━━━ Records for the exercise

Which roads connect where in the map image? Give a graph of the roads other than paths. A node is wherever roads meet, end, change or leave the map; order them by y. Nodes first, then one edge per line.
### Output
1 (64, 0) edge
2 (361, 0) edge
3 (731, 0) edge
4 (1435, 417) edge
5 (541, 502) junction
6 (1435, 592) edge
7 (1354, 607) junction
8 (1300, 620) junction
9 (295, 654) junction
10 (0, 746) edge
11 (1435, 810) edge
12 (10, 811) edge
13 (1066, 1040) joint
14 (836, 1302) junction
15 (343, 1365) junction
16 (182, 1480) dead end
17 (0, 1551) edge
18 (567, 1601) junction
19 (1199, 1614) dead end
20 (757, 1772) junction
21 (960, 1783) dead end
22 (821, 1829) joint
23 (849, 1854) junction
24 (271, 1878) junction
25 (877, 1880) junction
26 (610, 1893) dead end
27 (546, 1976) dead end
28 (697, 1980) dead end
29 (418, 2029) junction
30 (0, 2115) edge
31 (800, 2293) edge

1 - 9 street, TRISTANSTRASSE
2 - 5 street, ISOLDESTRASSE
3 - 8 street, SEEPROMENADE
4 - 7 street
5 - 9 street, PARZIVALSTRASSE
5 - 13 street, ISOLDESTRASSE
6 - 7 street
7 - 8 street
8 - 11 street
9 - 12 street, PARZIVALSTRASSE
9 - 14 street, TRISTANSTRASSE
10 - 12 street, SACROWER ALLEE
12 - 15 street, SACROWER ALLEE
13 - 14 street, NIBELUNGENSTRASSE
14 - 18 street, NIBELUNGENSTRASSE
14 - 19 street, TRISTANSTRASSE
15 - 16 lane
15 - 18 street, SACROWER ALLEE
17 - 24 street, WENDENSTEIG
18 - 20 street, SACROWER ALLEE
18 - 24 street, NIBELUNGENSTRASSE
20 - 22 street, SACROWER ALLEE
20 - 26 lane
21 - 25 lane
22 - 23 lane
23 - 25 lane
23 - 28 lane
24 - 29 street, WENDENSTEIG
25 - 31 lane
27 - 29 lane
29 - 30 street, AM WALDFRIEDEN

━━━━━━

## [Task directions]
Output the entries above word for word.

## [Output for this task]
Which roads connect where in the map image? Give a graph of the roads other than paths. A node is wherever roads meet, end, change or leave the map; order them by y. Nodes first, then one edge per line.
### Output
1 (64, 0) edge
2 (361, 0) edge
3 (731, 0) edge
4 (1435, 417) edge
5 (541, 502) junction
6 (1435, 592) edge
7 (1354, 607) junction
8 (1300, 620) junction
9 (295, 654) junction
10 (0, 746) edge
11 (1435, 810) edge
12 (10, 811) edge
13 (1066, 1040) joint
14 (836, 1302) junction
15 (343, 1365) junction
16 (182, 1480) dead end
17 (0, 1551) edge
18 (567, 1601) junction
19 (1199, 1614) dead end
20 (757, 1772) junction
21 (960, 1783) dead end
22 (821, 1829) joint
23 (849, 1854) junction
24 (271, 1878) junction
25 (877, 1880) junction
26 (610, 1893) dead end
27 (546, 1976) dead end
28 (697, 1980) dead end
29 (418, 2029) junction
30 (0, 2115) edge
31 (800, 2293) edge

1 - 9 street, TRISTANSTRASSE
2 - 5 street, ISOLDESTRASSE
3 - 8 street, SEEPROMENADE
4 - 7 street
5 - 9 street, PARZIVALSTRASSE
5 - 13 street, ISOLDESTRASSE
6 - 7 street
7 - 8 street
8 - 11 street
9 - 12 street, PARZIVALSTRASSE
9 - 14 street, TRISTANSTRASSE
10 - 12 street, SACROWER ALLEE
12 - 15 street, SACROWER ALLEE
13 - 14 street, NIBELUNGENSTRASSE
14 - 18 street, NIBELUNGENSTRASSE
14 - 19 street, TRISTANSTRASSE
15 - 16 lane
15 - 18 street, SACROWER ALLEE
17 - 24 street, WENDENSTEIG
18 - 20 street, SACROWER ALLEE
18 - 24 street, NIBELUNGENSTRASSE
20 - 22 street, SACROWER ALLEE
20 - 26 lane
21 - 25 lane
22 - 23 lane
23 - 25 lane
23 - 28 lane
24 - 29 street, WENDENSTEIG
25 - 31 lane
27 - 29 lane
29 - 30 street, AM WALDFRIEDEN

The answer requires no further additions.